Source data.
= Beginning of Section =

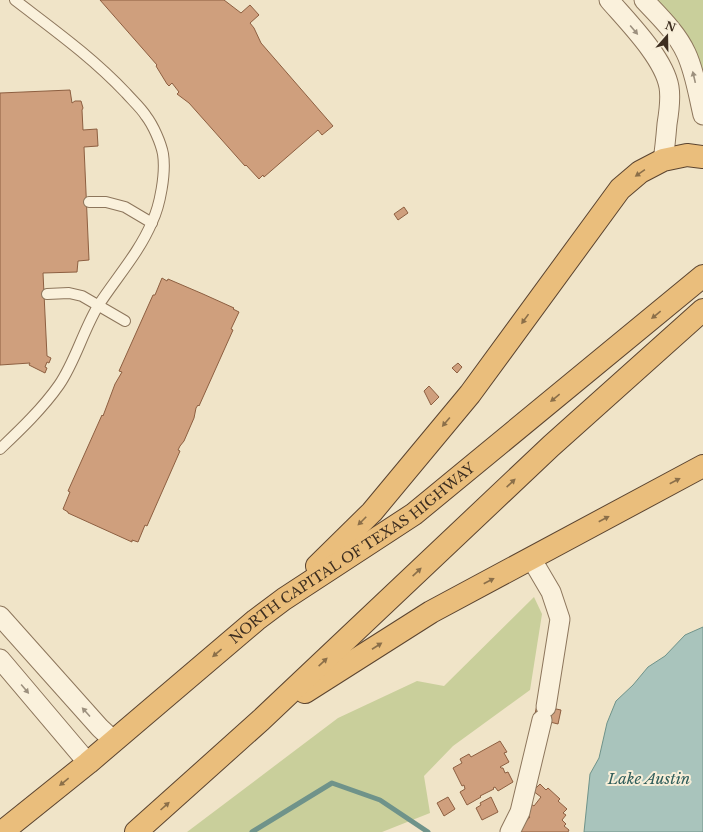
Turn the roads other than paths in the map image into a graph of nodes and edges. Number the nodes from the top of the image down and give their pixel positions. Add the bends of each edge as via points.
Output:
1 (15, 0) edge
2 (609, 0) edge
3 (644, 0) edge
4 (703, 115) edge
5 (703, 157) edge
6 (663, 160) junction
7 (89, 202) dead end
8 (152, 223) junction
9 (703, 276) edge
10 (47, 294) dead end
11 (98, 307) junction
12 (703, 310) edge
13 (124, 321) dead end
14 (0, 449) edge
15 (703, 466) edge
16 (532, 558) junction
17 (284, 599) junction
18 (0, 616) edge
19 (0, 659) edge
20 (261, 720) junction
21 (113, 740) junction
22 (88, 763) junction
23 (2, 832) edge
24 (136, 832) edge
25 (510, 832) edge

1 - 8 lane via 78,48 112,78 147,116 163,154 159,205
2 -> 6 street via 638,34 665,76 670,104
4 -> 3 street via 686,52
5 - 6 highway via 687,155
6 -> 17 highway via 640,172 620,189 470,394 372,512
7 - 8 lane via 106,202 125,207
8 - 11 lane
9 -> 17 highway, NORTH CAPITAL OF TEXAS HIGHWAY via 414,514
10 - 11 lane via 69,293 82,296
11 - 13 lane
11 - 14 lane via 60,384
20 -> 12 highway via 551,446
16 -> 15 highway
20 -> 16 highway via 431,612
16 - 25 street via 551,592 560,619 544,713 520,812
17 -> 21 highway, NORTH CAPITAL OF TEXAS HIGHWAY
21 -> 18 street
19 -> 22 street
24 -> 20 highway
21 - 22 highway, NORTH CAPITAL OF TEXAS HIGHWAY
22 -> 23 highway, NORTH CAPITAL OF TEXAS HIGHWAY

= End of Section =

Work order. Please transcribe the material above exactly as written. Leave the pictures out.

Solved exercise.
Turn the roads other than paths in the map image into a graph of nodes and edges. Number the nodes from the top of the image down and give their pixel positions. Add the bends of each edge as via points.
Output:
1 (15, 0) edge
2 (609, 0) edge
3 (644, 0) edge
4 (703, 115) edge
5 (703, 157) edge
6 (663, 160) junction
7 (89, 202) dead end
8 (152, 223) junction
9 (703, 276) edge
10 (47, 294) dead end
11 (98, 307) junction
12 (703, 310) edge
13 (124, 321) dead end
14 (0, 449) edge
15 (703, 466) edge
16 (532, 558) junction
17 (284, 599) junction
18 (0, 616) edge
19 (0, 659) edge
20 (261, 720) junction
21 (113, 740) junction
22 (88, 763) junction
23 (2, 832) edge
24 (136, 832) edge
25 (510, 832) edge

1 - 8 lane via 78,48 112,78 147,116 163,154 159,205
2 -> 6 street via 638,34 665,76 670,104
4 -> 3 street via 686,52
5 - 6 highway via 687,155
6 -> 17 highway via 640,172 620,189 470,394 372,512
7 - 8 lane via 106,202 125,207
8 - 11 lane
9 -> 17 highway, NORTH CAPITAL OF TEXAS HIGHWAY via 414,514
10 - 11 lane via 69,293 82,296
11 - 13 lane
11 - 14 lane via 60,384
20 -> 12 highway via 551,446
16 -> 15 highway
20 -> 16 highway via 431,612
16 - 25 street via 551,592 560,619 544,713 520,812
17 -> 21 highway, NORTH CAPITAL OF TEXAS HIGHWAY
21 -> 18 street
19 -> 22 street
24 -> 20 highway
21 - 22 highway, NORTH CAPITAL OF TEXAS HIGHWAY
22 -> 23 highway, NORTH CAPITAL OF TEXAS HIGHWAY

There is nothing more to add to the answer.